APTA analyzed the impact of that level of investment in public transportation, including the resulting long-term productivity enhancements, and found that $232 billion spent over 10 years would stimulate a 4-to-1 return of $928 billion in economic activity over the next 20 years.
“Dedicated and sustained federal funding for public transportation complements the unprecedented contributions already made by states and local governments to operate and maintain these services,” Michael Terry, president and CEO of the Indianapolis Public Transportation Corp. – known as IndyGo – during March 13 testimony on Capitol Hill.
“In recent years, several states have raised motor fuel taxes and localities have raised other taxes that help pay for surface transportation, including public transportation,” he explained. “In 2018, voters approved 82 percent of transit ballot initiatives, which increased or secured revenues for public transit investment. However, the success of these local initiatives depends on a strong federal partnership.”
Jim Tymon, executive director of the American Association of State Highway and Transportation Officials (second from left in photo at left), echoed Terry’s points during a panel discussion on March 19 at APTA’s legislative conference.

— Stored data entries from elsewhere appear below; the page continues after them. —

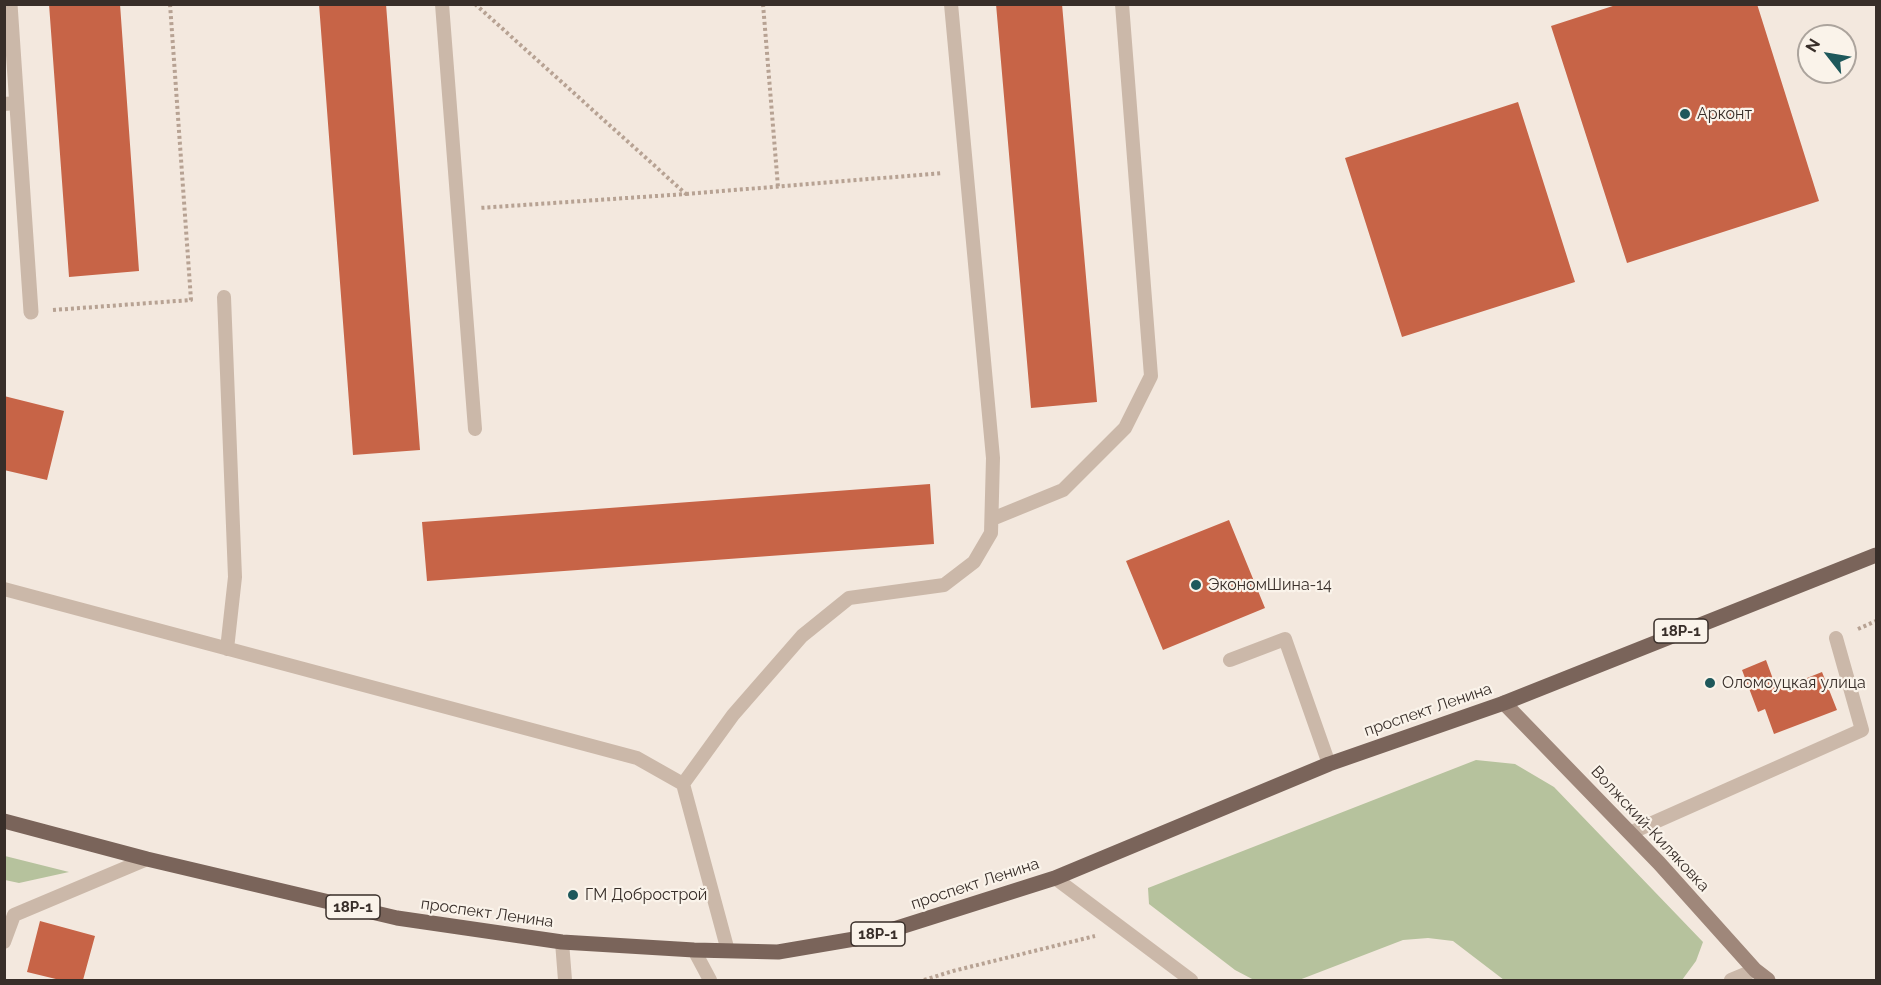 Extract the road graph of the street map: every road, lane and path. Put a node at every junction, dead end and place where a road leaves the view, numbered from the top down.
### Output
1 (170, 4) edge
2 (442, 4) edge
3 (475, 4) edge
4 (763, 4) edge
5 (951, 4) edge
6 (1122, 4) edge
7 (8, 8) edge
8 (11, 104) edge
9 (966, 171) junction
10 (778, 187) junction
11 (686, 194) junction
12 (458, 210) junction
13 (224, 297) dead end
14 (31, 312) joint
15 (475, 429) dead end
16 (992, 519) junction
17 (1876, 555) edge
18 (4, 589) edge
19 (1836, 638) dead end
20 (227, 649) junction
21 (1230, 660) dead end
22 (1504, 703) junction
23 (1329, 764) junction
24 (682, 784) junction
25 (4, 821) edge
26 (1630, 833) junction
27 (147, 859) junction
28 (1055, 878) junction
29 (1122, 929) junction
30 (4, 942) edge
31 (562, 942) junction
32 (694, 951) junction
33 (728, 951) junction
34 (1755, 970) junction
35 (565, 981) edge
36 (710, 981) edge
37 (924, 981) edge
38 (1191, 981) edge
39 (1731, 981) edge
40 (1767, 981) edge

1 - 14 path
2 - 12 lane
3 - 11 path
4 - 10 path
5 - 9 lane
6 - 16 lane
7 - 8 street
8 - 14 street
9 - 10 path
9 - 16 lane
10 - 11 path
11 - 12 path
12 - 15 lane
13 - 20 lane
16 - 24 lane
17 - 22 main road, проспект Ленина / 18Р-1
18 - 20 lane
19 - 26 lane
20 - 24 lane
21 - 23 lane
22 - 23 main road, проспект Ленина / 18Р-1
22 - 26 street, Волжский-Киляковка
23 - 28 main road, проспект Ленина / 18Р-1
24 - 33 lane
25 - 27 main road, проспект Ленина / 18Р-1
26 - 34 street, Волжский-Киляковка
27 - 30 lane
27 - 31 main road, проспект Ленина / 18Р-1
28 - 29 lane
28 - 33 main road, проспект Ленина / 18Р-1
29 - 37 path
29 - 38 lane
31 - 32 main road, проспект Ленина / 18Р-1
31 - 35 lane
32 - 33 main road, проспект Ленина / 18Р-1
32 - 36 lane
34 - 39 lane
34 - 40 street, Волжский-Киляковка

“We support good transit and rail public policy, programs and funding to help move people in urban, suburban, and rural communities,” he noted.

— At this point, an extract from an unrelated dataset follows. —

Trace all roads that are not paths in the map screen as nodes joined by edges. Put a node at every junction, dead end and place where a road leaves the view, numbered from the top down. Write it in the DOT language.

More specifically, Tymon said state DOTs support: retaining the Mass Transit Account within the Highway Trust Fund; growing the Federal Transit Administration’s Bus/Bus Facilities Program; fully funding Amtrak’s Northeast Corridor and the National Network; reauthorizing the Transit Cooperative Research Program; strongly supporting Rail Grant programs; and reauthorizing Operation Lifesaver, the safety education program for freight, transit, and intercity passenger rail.
“State DOTs from around the country remain committed to providing multimodal transportation solutions for people who cannot or chose not to drive,” he added. “As a result, state and federal investments must continue to grow so that our public transportation and rail systems grow, too.”
Yet rising costs and technological factors may be complicating the growth picture for transit operations to a degree, according to a series of reports compiled by Cellpoint Mobile.
Those reports – based on an October 2018 survey of 2,052 U.S. consumers and 103 U.S. transit operators – found that 26 percent of U.S. transit operators say rising costs are their biggest challenge, with 23 percent of national operators and 24 percent of large transit organizations (employing from 1,000 to 10,000 workers) pointing to the implementation of mobile technology as their single biggest challenge.
Cellpoint’s report series also found that “customer acquisition” is the second-most common challenge in the U.S. public transportation sector, cited by 23 percent of national, 33 percent of regional, and 17 percent of private transit operators.
Finally, on the technology front, about 17 percent of transit operators responsible for payment/ticketing cite rising costs as their biggest organizational challenge, versus information technology – cited by 31 percent – and project management, cited by 29 percent.